Republic’s population embraced currency, then saw anomalies compared to EU

 The euro turns 20 in 2019, after two tumultuous decades that saw the single currency  become a fixture on the financial markets and in Europeans’ wallets. Photograph: Philippe Huguen/AFP/Getty

The euro turns 20 in 2019, after two tumultuous decades that saw the single currency become a fixture on the financial markets and in Europeans’ wallets. Photograph: Philippe Huguen/AFP/Getty

 

Before the euro became a reality, the two primary concerns at the highest level in Ireland were that retailers would use the changeover to hike prices and older people would struggle to get their heads around another currency.

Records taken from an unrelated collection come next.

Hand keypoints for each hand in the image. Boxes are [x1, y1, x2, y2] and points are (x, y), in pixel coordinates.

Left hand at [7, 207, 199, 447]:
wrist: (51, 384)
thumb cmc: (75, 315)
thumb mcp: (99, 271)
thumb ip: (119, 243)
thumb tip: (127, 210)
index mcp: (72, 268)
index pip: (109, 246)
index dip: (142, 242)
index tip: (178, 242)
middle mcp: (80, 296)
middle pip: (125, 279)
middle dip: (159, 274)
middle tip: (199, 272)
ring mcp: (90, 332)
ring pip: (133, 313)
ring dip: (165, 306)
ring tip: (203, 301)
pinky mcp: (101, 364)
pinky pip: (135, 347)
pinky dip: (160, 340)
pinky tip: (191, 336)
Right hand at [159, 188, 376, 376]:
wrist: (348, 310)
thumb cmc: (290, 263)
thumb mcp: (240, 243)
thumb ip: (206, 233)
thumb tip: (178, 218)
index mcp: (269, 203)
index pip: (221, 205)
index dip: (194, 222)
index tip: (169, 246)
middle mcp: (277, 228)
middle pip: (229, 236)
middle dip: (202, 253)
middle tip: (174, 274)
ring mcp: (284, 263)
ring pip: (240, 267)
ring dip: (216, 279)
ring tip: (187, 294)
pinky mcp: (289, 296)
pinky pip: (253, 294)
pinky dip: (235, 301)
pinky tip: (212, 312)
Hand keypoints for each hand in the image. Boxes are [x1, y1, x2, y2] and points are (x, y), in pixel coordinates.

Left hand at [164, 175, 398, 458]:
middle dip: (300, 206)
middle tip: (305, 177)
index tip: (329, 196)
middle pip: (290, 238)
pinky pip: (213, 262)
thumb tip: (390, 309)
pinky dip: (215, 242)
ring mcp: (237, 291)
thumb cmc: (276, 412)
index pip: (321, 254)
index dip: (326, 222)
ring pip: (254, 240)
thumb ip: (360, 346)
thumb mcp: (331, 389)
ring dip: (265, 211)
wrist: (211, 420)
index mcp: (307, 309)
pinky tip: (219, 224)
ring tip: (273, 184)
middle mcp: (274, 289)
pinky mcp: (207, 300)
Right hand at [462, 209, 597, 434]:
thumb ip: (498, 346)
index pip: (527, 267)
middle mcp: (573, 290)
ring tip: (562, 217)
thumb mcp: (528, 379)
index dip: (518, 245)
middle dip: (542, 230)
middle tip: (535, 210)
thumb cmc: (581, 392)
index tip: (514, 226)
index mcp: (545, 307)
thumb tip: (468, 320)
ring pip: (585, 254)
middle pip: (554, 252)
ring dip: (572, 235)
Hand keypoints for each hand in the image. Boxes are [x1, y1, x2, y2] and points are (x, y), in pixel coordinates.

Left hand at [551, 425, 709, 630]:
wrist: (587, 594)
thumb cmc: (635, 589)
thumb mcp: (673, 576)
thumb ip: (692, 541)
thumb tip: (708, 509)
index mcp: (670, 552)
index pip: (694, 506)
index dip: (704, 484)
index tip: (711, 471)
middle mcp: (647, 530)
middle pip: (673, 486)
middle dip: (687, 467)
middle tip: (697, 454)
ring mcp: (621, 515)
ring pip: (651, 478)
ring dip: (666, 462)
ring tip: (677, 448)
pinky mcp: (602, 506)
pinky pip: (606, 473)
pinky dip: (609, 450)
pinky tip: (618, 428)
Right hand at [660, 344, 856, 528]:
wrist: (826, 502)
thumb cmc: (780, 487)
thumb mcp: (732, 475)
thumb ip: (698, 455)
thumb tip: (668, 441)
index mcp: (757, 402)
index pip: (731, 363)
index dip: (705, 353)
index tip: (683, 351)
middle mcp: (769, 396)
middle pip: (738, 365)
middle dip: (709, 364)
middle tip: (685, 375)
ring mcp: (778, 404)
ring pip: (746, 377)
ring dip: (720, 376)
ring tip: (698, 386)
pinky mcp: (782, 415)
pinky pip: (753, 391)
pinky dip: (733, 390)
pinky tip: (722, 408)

The latter notion was debunked almost immediately, as it turned out, with older people among the most adept at adopting the new currency having lived through the far more complicated switch from pounds, shillings and pence to the metric system in the early 1970s.

And while prices did increase in certain areas in the immediate aftermath of the currency becoming a physical reality, a huge volume of research conducted over the years following its introduction suggested that, while consumers remained convinced price hikes were significant, statistics showed they were minimal.

Concern that retailers and banks would exploit widespread confusion about exchange rates and the array of different notes and coins in circulation started well before the currency came into being as a non-physical monetary unit on January 1st 1999.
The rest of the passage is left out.